Complete Titanic Chronicles by Walter Lord

Complete Titanic Chronicles by Walter Lord

Author:Walter Lord [Lord, Walter]
Language: eng
Format: epub
ISBN: 978-1-4804-1058-9
Publisher: Open Road
Published: 2012-12-11T05:00:00+00:00


CHAPTER IV

Had Ships Gotten Too Big for Captain Smith?

AS I RECALL, ON the day it sailed, all England was merry in the celebration of a holiday for the occasion. Flags flying in the breeze in every city and hamlet. There was the inevitable speech-making. That gloriously martial air, “Britannia Rules the Waves,” was the mighty theme-song of the day….

So the Reverend Wilfred G. Hurley described the Titanic’s maiden sailing, April 10, 1912, in a little pamphlet published 37 years later by the Missionary Society of St. Paul the Apostle. It is a familiar picture, handed down by countless writers through the years.

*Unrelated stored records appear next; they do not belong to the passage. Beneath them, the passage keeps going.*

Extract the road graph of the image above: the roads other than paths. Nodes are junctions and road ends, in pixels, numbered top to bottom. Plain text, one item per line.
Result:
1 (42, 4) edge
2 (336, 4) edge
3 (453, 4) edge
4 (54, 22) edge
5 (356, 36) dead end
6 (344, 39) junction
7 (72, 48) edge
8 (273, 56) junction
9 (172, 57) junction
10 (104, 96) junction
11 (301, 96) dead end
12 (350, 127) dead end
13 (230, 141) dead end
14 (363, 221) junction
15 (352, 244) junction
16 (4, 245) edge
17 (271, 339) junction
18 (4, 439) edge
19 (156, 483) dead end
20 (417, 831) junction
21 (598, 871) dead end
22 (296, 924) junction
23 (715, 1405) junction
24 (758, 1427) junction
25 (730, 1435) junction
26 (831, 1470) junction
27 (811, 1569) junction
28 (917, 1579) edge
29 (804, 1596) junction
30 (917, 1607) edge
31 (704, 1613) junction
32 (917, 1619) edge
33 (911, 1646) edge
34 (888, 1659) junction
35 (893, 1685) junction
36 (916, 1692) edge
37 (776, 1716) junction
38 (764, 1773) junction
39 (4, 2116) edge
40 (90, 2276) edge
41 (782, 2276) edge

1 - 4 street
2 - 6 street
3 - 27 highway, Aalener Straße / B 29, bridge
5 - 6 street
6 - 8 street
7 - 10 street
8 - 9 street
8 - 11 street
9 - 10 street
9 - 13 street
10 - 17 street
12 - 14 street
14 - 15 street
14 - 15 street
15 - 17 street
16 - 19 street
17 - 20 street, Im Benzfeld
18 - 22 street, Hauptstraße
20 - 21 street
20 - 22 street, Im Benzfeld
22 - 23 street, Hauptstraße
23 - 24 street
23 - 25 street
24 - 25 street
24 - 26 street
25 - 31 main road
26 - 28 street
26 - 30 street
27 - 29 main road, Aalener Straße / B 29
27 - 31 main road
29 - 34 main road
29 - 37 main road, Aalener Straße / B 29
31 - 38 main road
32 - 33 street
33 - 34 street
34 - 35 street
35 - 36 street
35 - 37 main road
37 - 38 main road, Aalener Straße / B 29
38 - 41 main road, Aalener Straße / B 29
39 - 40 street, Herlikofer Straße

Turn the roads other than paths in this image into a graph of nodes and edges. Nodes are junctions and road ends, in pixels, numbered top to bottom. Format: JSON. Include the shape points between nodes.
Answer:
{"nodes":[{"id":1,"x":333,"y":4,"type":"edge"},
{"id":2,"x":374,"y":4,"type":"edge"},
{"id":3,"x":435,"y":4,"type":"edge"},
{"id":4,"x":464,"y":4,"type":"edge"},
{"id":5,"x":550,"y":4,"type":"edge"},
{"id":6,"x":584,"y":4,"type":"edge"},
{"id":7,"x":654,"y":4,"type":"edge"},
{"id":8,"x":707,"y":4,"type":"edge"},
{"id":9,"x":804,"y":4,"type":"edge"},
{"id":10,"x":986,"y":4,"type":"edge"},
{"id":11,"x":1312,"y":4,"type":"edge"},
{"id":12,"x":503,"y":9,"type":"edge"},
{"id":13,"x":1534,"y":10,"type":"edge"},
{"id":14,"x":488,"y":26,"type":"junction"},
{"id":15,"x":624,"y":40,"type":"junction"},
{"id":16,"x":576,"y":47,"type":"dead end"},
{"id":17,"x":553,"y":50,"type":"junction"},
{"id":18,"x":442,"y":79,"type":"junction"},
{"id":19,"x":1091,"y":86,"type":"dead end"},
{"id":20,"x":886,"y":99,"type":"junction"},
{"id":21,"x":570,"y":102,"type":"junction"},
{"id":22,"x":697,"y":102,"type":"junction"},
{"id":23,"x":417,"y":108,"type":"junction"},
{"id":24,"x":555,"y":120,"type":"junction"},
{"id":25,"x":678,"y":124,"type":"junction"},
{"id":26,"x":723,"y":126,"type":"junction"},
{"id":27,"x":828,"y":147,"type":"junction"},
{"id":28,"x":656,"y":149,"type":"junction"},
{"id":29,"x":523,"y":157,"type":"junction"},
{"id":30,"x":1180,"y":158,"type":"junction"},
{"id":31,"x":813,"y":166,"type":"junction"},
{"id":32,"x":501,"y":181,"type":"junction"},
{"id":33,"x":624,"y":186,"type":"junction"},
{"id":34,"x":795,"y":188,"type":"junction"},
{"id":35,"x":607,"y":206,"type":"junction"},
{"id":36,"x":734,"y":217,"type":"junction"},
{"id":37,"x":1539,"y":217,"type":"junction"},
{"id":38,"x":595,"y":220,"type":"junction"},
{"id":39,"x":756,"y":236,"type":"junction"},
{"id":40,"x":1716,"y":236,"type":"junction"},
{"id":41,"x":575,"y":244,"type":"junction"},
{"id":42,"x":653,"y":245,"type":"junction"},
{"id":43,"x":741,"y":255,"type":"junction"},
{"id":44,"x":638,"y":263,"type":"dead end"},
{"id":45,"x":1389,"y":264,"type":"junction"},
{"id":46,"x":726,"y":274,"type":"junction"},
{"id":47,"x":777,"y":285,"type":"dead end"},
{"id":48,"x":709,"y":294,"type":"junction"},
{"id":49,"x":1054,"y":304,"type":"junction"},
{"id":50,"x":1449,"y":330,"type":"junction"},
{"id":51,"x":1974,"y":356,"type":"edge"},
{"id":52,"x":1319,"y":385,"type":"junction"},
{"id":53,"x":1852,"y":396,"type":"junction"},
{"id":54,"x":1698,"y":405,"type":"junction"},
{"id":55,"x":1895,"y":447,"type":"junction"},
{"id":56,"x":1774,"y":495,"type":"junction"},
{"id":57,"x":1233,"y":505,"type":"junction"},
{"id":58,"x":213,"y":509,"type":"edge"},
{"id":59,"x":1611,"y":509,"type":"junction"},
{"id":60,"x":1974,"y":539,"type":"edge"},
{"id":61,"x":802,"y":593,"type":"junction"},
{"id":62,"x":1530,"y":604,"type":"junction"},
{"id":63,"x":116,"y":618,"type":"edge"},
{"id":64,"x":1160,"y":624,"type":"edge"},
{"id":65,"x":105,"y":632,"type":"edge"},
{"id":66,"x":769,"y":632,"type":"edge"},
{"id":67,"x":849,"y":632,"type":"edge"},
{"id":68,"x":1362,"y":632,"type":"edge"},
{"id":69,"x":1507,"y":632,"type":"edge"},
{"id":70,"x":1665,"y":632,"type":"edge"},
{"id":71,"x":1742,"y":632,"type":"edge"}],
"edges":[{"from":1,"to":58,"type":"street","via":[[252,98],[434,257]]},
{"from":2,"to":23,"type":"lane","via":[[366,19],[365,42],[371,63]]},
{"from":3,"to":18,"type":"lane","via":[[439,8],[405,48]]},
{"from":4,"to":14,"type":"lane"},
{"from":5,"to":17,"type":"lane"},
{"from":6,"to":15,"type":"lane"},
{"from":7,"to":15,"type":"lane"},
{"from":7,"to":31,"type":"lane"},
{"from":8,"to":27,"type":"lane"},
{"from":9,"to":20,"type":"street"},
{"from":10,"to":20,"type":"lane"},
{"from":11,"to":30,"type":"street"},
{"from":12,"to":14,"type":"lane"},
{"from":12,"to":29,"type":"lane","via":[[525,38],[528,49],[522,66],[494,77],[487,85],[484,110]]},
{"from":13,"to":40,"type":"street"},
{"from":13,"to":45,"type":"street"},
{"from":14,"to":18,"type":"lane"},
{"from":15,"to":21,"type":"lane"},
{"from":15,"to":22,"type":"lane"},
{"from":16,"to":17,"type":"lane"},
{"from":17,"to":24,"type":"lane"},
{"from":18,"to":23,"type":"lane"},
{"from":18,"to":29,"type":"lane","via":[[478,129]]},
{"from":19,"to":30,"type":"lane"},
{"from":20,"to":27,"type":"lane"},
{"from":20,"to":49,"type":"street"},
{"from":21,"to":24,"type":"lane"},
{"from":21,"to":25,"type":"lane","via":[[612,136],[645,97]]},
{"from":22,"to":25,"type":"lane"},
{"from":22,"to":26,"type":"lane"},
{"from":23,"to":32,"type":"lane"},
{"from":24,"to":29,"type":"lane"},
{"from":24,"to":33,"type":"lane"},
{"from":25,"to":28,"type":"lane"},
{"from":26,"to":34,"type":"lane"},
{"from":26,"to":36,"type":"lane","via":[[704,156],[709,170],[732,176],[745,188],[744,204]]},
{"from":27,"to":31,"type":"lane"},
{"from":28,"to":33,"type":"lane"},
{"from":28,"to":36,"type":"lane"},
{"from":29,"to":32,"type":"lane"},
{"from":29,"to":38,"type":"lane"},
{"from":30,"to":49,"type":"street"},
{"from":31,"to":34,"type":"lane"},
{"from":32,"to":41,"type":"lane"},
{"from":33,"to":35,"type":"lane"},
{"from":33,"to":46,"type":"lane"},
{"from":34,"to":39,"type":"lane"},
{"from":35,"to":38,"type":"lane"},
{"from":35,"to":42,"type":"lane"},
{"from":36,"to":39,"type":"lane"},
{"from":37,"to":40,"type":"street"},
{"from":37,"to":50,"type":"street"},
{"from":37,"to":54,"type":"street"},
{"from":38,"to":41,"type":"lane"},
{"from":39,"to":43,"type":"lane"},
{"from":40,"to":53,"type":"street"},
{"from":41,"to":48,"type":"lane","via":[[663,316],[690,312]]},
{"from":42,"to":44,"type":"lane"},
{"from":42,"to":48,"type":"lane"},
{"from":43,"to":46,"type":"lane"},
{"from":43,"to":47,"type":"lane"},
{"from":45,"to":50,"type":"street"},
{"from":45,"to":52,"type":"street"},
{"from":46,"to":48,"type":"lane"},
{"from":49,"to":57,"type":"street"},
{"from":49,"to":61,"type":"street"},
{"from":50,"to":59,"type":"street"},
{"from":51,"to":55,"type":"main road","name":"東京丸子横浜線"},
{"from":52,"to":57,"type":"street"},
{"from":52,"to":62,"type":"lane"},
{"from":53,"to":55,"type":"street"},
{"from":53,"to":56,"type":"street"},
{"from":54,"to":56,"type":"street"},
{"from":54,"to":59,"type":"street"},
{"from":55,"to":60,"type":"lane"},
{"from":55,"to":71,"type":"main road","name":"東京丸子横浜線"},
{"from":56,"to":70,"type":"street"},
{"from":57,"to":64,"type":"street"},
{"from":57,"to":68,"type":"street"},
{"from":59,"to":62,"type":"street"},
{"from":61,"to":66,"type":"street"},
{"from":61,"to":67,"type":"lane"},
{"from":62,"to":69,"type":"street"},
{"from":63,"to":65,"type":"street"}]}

Actually, the White Star Line made very little of the Titanic’s departure. There were no bands, no speeches, no flag-waving. The only touch out of the ordinary was an immense crowd. Southampton was a seafaring town, and it seemed that the whole city wanted to watch the greatest ship in the world start off on her maiden voyage. But it was a knowledgeable crowd, almost professionally observant, and not at all given to singing or cheering.

Yet, the departure did have its excitement. While the Titanic was casting off, promptly at 12 noon, seven members of the “black gang,” as the stokers and firemen were called, came racing down the dock hoping to scramble aboard. They had gone ashore for a last pint and somehow lingered too long. Now they stood by an open ship’s gangway, arguing with the officer on duty there. He clearly wanted no part of them—they were too late, and that was that. Frustrated, the little group melted into the crowd, cursing this rotten turn in their luck.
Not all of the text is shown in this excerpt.